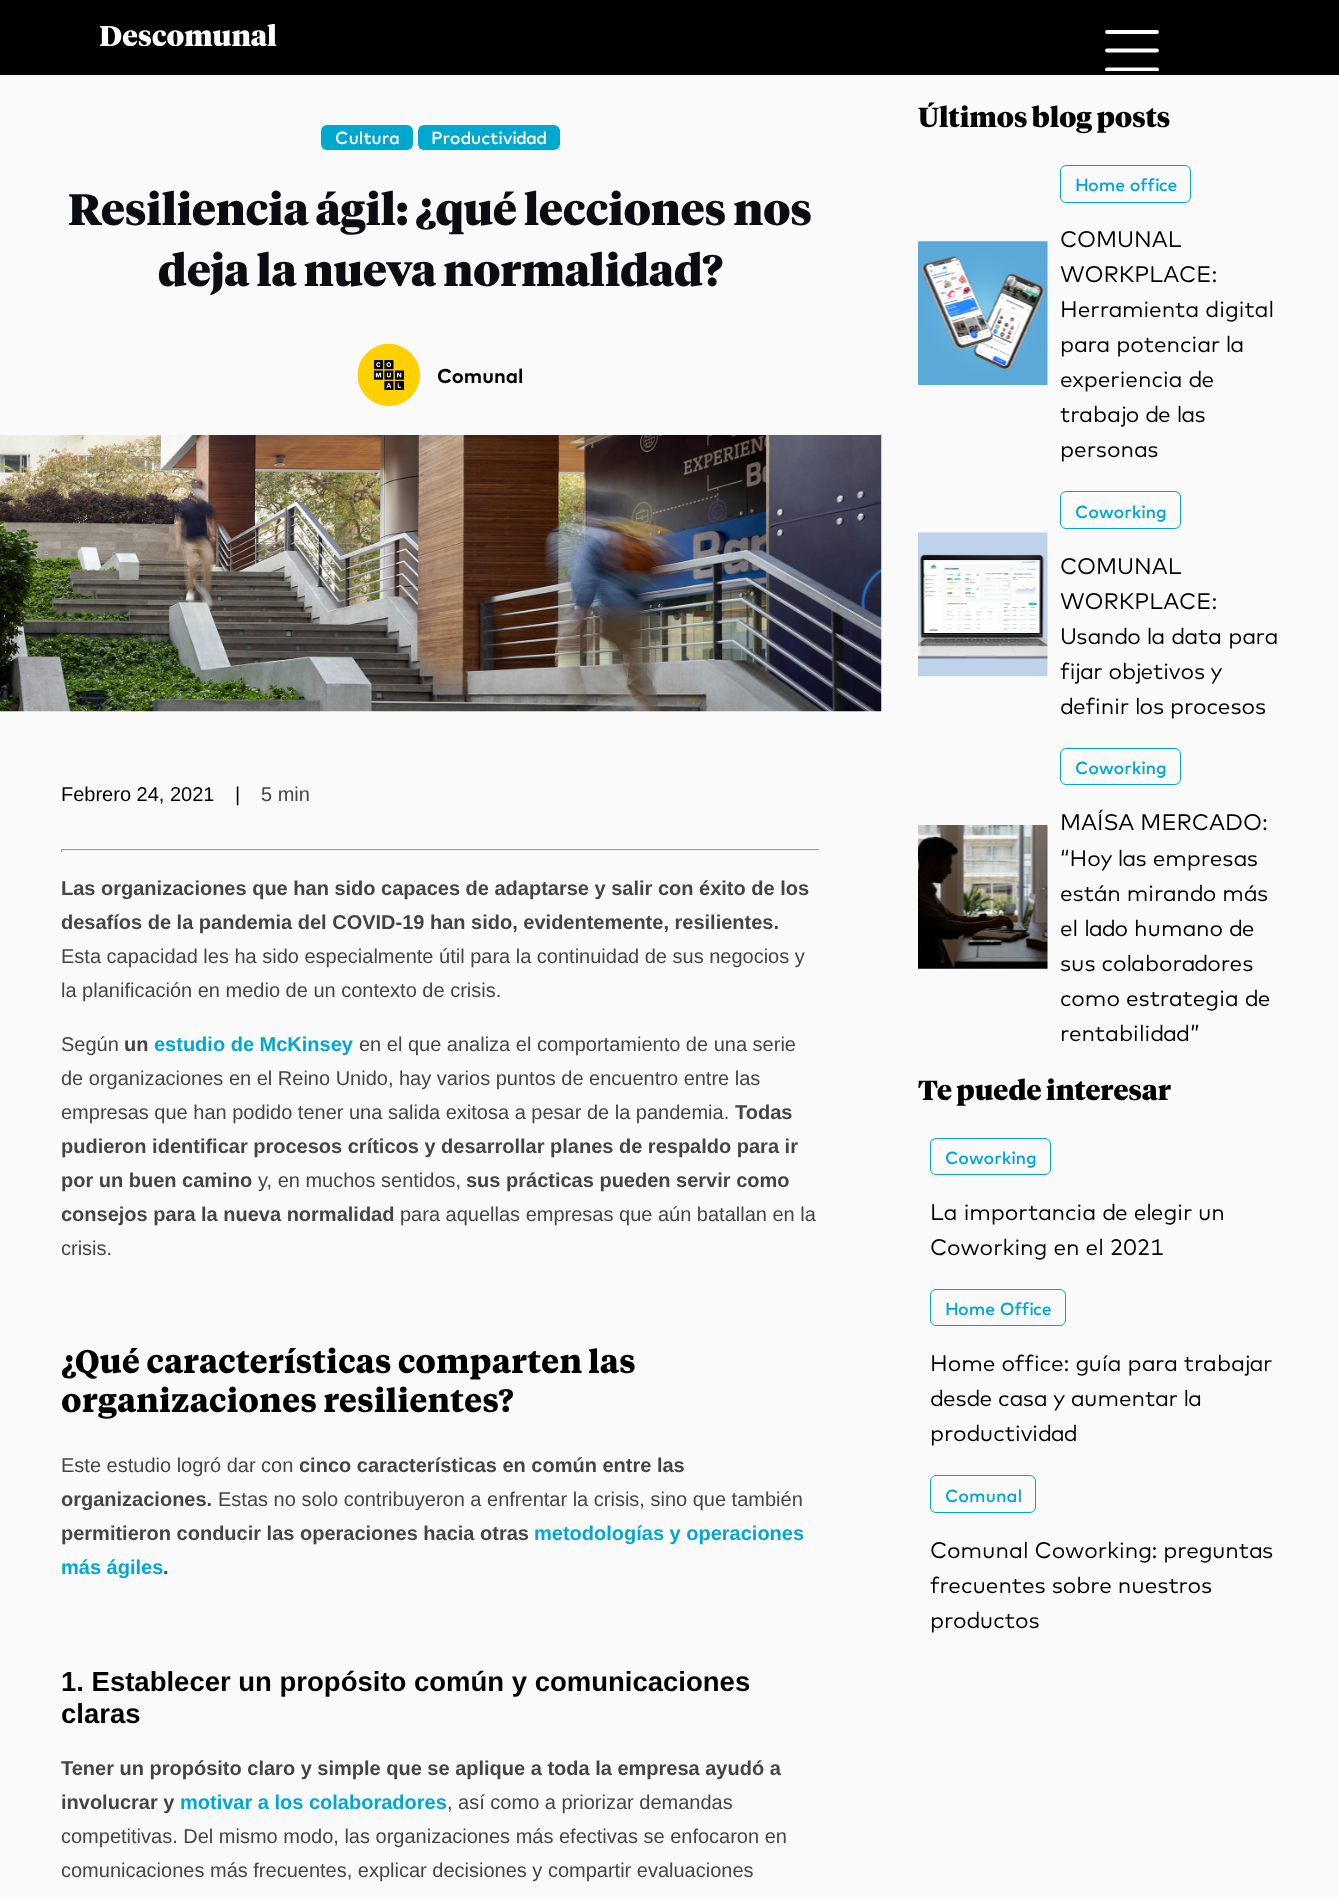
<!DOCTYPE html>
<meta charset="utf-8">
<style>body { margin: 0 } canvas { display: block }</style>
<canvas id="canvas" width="1339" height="1897"></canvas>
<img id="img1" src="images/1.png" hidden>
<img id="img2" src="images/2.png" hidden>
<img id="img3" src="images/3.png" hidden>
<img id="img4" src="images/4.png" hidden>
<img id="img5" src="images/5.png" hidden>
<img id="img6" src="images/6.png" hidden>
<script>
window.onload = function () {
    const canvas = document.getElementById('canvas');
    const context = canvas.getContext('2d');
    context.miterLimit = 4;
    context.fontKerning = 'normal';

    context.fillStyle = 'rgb(250, 250, 250)';
    context.fillRect(0, 0, 1339, 1897);
    context.fillStyle = 'rgb(0, 0, 0)';
    context.fillRect(0, 0, 1339, 75);
    context.drawImage(document.getElementById('img1'), 99, 24, 178, 22);
    context.beginPath();
    context.moveTo(1107, 32);
    context.lineTo(1157, 32);
    context.moveTo(1107, 50.5);
    context.lineTo(1157, 50.5);
    context.strokeStyle = 'rgb(255, 255, 255)';
    context.lineWidth = 3.8;
    context.lineCap = 'round';
    context.stroke();
    context.save();
    context.beginPath();
    context.rect(1105, 30, 54, 41);
    context.clip();
    context.beginPath();
    context.moveTo(1107, 69.5);
    context.lineTo(1157, 69.5);
    context.stroke();
    context.restore();
    context.fillStyle = 'rgb(0, 168, 206)';
    context.beginPath();
    context.roundRect(321, 125, 92, 25, 6);
    context.fill();
    context.beginPath();
    context.roundRect(418, 125, 142, 25, 6);
    context.fill();
    context.drawImage(document.getElementById('img2'), 357, 343, 63, 64);
    context.drawImage(document.getElementById('img3'), 0, 435, 882, 277);
    context.fillStyle = 'rgb(159, 159, 159)';
    context.fillRect(61, 849, 759, 1);
    context.fillStyle = 'rgb(238, 238, 238)';
    context.fillRect(819, 849, 1, 3);
    context.fillRect(61, 850, 759, 1);
    context.fillStyle = 'rgb(159, 159, 159)';
    context.fillRect(61, 849, 1, 3);
    context.drawImage(document.getElementById('img4'), 918, 241, 130, 144);
    context.beginPath();
    context.roundRect(1060.5, 165.5, 130, 37, 5.5);
    context.strokeStyle = 'rgb(0, 168, 206)';
    context.lineWidth = 1;
    context.stroke();
    context.drawImage(document.getElementById('img5'), 918, 532, 130, 145);
    context.beginPath();
    context.roundRect(1060.5, 491.5, 120, 37, 5.5);
    context.stroke();
    context.drawImage(document.getElementById('img6'), 918, 825, 130, 144);
    context.beginPath();
    context.roundRect(1060.5, 748.5, 120, 36, 5.5);
    context.stroke();
    context.beginPath();
    context.roundRect(930.5, 1138.5, 120, 36, 5.5);
    context.stroke();
    context.beginPath();
    context.roundRect(930.5, 1289.5, 135, 36, 5.5);
    context.stroke();
    context.beginPath();
    context.roundRect(930.5, 1475.5, 105, 37, 5.5);
    context.stroke();
    context.font = '500 17.5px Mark';
    context.fillStyle = 'rgb(255, 255, 255)';
    context.fillText('Cultura', 335, 144);
    context.fillText('Productividad', 431, 144);
    context.font = '900 43.75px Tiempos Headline';
    context.fillStyle = 'rgb(12, 13, 18)';
    context.fillText('Resiliencia ágil: ¿qué lecciones nos', 68, 225);
    context.fillText('deja la nueva normalidad?', 158, 286);
    context.font = 'bold 20px Mark';
    context.fillStyle = 'rgb(0, 0, 0)';
    context.fillText('Comunal', 437, 383);
    context.font = '20px Liberation Sans';
    context.fillText('Febrero 24, 2021', 61, 801);
    context.fillText('|', 235, 801);
    context.fillStyle = 'rgb(68, 68, 68)';
    context.fillText('5 min', 261, 801);
    context.font = 'bold 20px Liberation Sans';
    context.fillText('Las organizaciones que han sido capaces de adaptarse y salir con éxito de los', 61, 895);
    context.fillText('desafíos de la pandemia del COVID-19 han sido, evidentemente, resilientes.', 61, 929);
    context.font = '20px Liberation Sans';
    context.fillText('Esta capacidad les ha sido especialmente útil para la continuidad de sus negocios y', 61, 963);
    context.fillText('la planificación en medio de un contexto de crisis.', 61, 997);
    context.fillText('Según', 61, 1051);
    context.font = 'bold 20px Liberation Sans';
    context.fillText('un', 124, 1051);
    context.fillStyle = 'rgb(0, 168, 206)';
    context.fillText('estudio de McKinsey', 154, 1051);
    context.font = '20px Liberation Sans';
    context.fillStyle = 'rgb(68, 68, 68)';
    context.fillText('en el que analiza el comportamiento de una serie', 359, 1051);
    context.fillText('de organizaciones en el Reino Unido, hay varios puntos de encuentro entre las', 61, 1085);
    context.fillText('empresas que han podido tener una salida exitosa a pesar de la pandemia.', 61, 1119);
    context.font = 'bold 20px Liberation Sans';
    context.fillText('Todas', 735, 1119);
    context.fillText('pudieron identificar procesos críticos y desarrollar planes de respaldo para ir', 61, 1153);
    context.fillText('por un buen camino', 61, 1187);
    context.font = '20px Liberation Sans';
    context.fillText('y, en muchos sentidos,', 258, 1187);
    context.font = 'bold 20px Liberation Sans';
    context.fillText('sus prácticas pueden servir como', 466, 1187);
    context.fillText('consejos para la nueva normalidad', 61, 1221);
    context.font = '20px Liberation Sans';
    context.fillText('para aquellas empresas que aún batallan en la', 400, 1221);
    context.fillText('crisis.', 61, 1255);
    context.font = 'bold 32.5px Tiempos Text';
    context.fillStyle = 'rgb(0, 0, 0)';
    context.fillText('¿Qué características comparten las', 61, 1373);
    context.fillText('organizaciones resilientes?', 61, 1412);
    context.font = '20px Liberation Sans';
    context.fillStyle = 'rgb(68, 68, 68)';
    context.fillText('Este estudio logró dar con', 61, 1472);
    context.font = 'bold 20px Liberation Sans';
    context.fillText('cinco características en común entre las', 299, 1472);
    context.fillText('organizaciones.', 61, 1506);
    context.font = '20px Liberation Sans';
    context.fillText('Estas no solo contribuyeron a enfrentar la crisis, sino que también', 218, 1506);
    context.font = 'bold 20px Liberation Sans';
    context.fillText('permitieron conducir las operaciones hacia otras', 61, 1540);
    context.fillStyle = 'rgb(0, 168, 206)';
    context.fillText('metodologías y operaciones', 534, 1540);
    context.fillText('más ágiles', 61, 1574);
    context.fillStyle = 'rgb(68, 68, 68)';
    context.fillText('.', 163, 1574);
    context.font = 'bold 27.5px Liberation Sans';
    context.fillStyle = 'rgb(0, 0, 0)';
    context.fillText('1. Establecer un propósito común y comunicaciones', 61, 1691);
    context.fillText('claras', 61, 1723);
    context.font = 'bold 20px Liberation Sans';
    context.fillStyle = 'rgb(68, 68, 68)';
    context.fillText('Tener un propósito claro y simple que se aplique a toda la empresa ayudó a', 61, 1775);
    context.fillText('involucrar y', 61, 1809);
    context.fillStyle = 'rgb(0, 168, 206)';
    context.fillText('motivar a los colaboradores', 180, 1809);
    context.font = '20px Liberation Sans';
    context.fillStyle = 'rgb(68, 68, 68)';
    context.fillText(', así como a priorizar demandas', 447, 1809);
    context.fillText('competitivas. Del mismo modo, las organizaciones más efectivas se enfocaron en', 61, 1843);
    context.fillText('comunicaciones más frecuentes, explicar decisiones y compartir evaluaciones', 61, 1877);
    context.font = '900 27.5px Tiempos Headline';
    context.fillStyle = 'rgb(0, 0, 0)';
    context.fillText('Últimos blog posts', 918, 127);
    context.font = '500 17.5px Mark';
    context.fillStyle = 'rgb(0, 168, 206)';
    context.fillText('Home office', 1075, 191);
    context.font = '22.5px Mark';
    context.fillStyle = 'rgb(0, 0, 0)';
    context.fillText('COMUNAL', 1060, 247);
    context.fillText('WORKPLACE:', 1060, 282);
    context.fillText('Herramienta digital', 1060, 317);
    context.fillText('para potenciar la', 1060, 352);
    context.fillText('experiencia de', 1060, 387);
    context.fillText('trabajo de las', 1060, 422);
    context.fillText('personas', 1060, 457);
    context.font = '500 17.5px Mark';
    context.fillStyle = 'rgb(0, 168, 206)';
    context.fillText('Coworking', 1075, 518);
    context.font = '22.5px Mark';
    context.fillStyle = 'rgb(0, 0, 0)';
    context.fillText('COMUNAL', 1060, 574);
    context.fillText('WORKPLACE:', 1060, 609);
    context.fillText('Usando la data para', 1060, 644);
    context.fillText('fijar objetivos y', 1060, 679);
    context.fillText('definir los procesos', 1060, 714);
    context.font = '500 17.5px Mark';
    context.fillStyle = 'rgb(0, 168, 206)';
    context.fillText('Coworking', 1075, 774);
    context.font = '22.5px Mark';
    context.fillStyle = 'rgb(0, 0, 0)';
    context.fillText('MAÍSA MERCADO:', 1060, 830);
    context.fillText('“Hoy las empresas', 1060, 866);
    context.fillText('están mirando más', 1060, 901);
    context.fillText('el lado humano de', 1060, 936);
    context.fillText('sus colaboradores', 1060, 971);
    context.fillText('como estrategia de', 1060, 1006);
    context.fillText('rentabilidad”', 1060, 1041);
    context.font = '900 27.5px Tiempos Headline';
    context.fillText('Te puede interesar', 918, 1100);
    context.font = '500 17.5px Mark';
    context.fillStyle = 'rgb(0, 168, 206)';
    context.fillText('Coworking', 945, 1164);
    context.font = '22.5px Mark';
    context.fillStyle = 'rgb(0, 0, 0)';
    context.fillText('La importancia de elegir un', 930, 1220);
    context.fillText('Coworking en el 2021', 930, 1255);
    context.font = '500 17.5px Mark';
    context.fillStyle = 'rgb(0, 168, 206)';
    context.fillText('Home Office', 945, 1315);
    context.font = '22.5px Mark';
    context.fillStyle = 'rgb(0, 0, 0)';
    context.fillText('Home office: guía para trabajar', 930, 1371);
    context.fillText('desde casa y aumentar la', 930, 1406);
    context.fillText('productividad', 930, 1441);
    context.font = '500 17.5px Mark';
    context.fillStyle = 'rgb(0, 168, 206)';
    context.fillText('Comunal', 945, 1502);
    context.font = '22.5px Mark';
    context.fillStyle = 'rgb(0, 0, 0)';
    context.fillText('Comunal Coworking: preguntas', 930, 1558);
    context.fillText('frecuentes sobre nuestros', 930, 1593);
    context.fillText('productos', 930, 1628);
};
</script>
+++
■ REQUIRED WORK
All lines above from the line with "context.fillText('y, en muchos" through the line with "context.fillText('consejos para la", both included, are to be set down exactly, with nothing else.

■ TASK SOLUTION
    context.fillText('y, en muchos sentidos,', 258, 1187);
    context.font = 'bold 20px Liberation Sans';
    context.fillText('sus prácticas pueden servir como', 466, 1187);
    context.fillText('consejos para la nueva normalidad', 61, 1221);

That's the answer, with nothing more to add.